While CMS BFL’s Sayah says he has clients in Tunisia and Morocco as well as Algeria, he admits that from Morocco it is probably easier to access the rest of the Mahgreb, or north-west African, market.
Naciri says A&O plans to expand its regional reach from Casablanca into the wider region.
“For the time being we have a leadership position in the Moroccan market,” he says. “Our challenge is to become a credible player in the region and to be in a position to staff most transactions from Casablanca.
“We need to consolidate these plans and act as a hub. That’s something we’ve started and is working well but we have to probably hire more resources with a knowledge of sub-Saharan laws, countries and regulatory environments.”
Indeed, most firms seem to be focusing as much on the wider sub-Saharan region as other francophone countries from their hubs.

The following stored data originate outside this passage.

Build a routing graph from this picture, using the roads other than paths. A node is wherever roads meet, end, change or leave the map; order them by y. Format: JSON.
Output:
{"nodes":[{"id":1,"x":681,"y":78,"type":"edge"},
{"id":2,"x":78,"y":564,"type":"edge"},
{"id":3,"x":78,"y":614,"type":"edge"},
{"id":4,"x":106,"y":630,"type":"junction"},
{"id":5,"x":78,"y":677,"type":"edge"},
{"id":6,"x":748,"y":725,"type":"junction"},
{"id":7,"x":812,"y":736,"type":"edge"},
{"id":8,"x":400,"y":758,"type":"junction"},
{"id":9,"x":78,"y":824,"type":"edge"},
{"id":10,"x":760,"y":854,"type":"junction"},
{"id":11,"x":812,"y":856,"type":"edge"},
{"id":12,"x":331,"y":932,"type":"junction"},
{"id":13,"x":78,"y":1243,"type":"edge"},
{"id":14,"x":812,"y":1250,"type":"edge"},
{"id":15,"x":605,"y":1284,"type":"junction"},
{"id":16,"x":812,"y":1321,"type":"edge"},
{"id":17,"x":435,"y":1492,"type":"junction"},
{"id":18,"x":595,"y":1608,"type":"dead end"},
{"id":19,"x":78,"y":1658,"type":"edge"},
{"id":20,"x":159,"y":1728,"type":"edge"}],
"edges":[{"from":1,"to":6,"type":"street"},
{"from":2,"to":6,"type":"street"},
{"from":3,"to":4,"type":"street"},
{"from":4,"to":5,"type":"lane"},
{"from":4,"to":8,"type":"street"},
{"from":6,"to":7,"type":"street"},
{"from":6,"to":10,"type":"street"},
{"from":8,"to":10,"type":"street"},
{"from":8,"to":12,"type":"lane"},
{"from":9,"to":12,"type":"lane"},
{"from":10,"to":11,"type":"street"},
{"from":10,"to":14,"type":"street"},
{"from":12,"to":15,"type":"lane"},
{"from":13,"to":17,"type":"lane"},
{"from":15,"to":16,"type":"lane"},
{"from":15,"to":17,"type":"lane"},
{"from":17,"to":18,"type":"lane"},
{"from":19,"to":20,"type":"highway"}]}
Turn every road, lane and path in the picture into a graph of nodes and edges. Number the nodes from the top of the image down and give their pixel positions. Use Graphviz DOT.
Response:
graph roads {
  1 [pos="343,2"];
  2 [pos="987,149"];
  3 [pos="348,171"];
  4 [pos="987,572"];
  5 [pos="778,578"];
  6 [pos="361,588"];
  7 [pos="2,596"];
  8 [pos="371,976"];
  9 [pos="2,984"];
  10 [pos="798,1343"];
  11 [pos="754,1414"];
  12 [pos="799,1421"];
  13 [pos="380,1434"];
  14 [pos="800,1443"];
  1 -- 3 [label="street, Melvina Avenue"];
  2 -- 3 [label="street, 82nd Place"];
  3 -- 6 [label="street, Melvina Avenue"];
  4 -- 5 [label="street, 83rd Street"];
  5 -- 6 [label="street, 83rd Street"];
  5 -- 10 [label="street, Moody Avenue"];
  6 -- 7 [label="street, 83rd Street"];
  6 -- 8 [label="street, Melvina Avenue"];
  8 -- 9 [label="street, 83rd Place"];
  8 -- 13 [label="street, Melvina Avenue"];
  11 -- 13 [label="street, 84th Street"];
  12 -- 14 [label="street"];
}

Libya is mentioned by many as a place with significant potential.
“We feel that MENA together with sub-Saharan Africa is going to be the new China,” predicts Lunel.
Larrivé adds: “I’ve been working here for more than 15 years and I think the legal market in Africa is going to continue to grow - this is the next attractive continent in the world.”
Firms moving into Algeria or Morocco should be warned that setting up there is not easy, but it is worth the effort.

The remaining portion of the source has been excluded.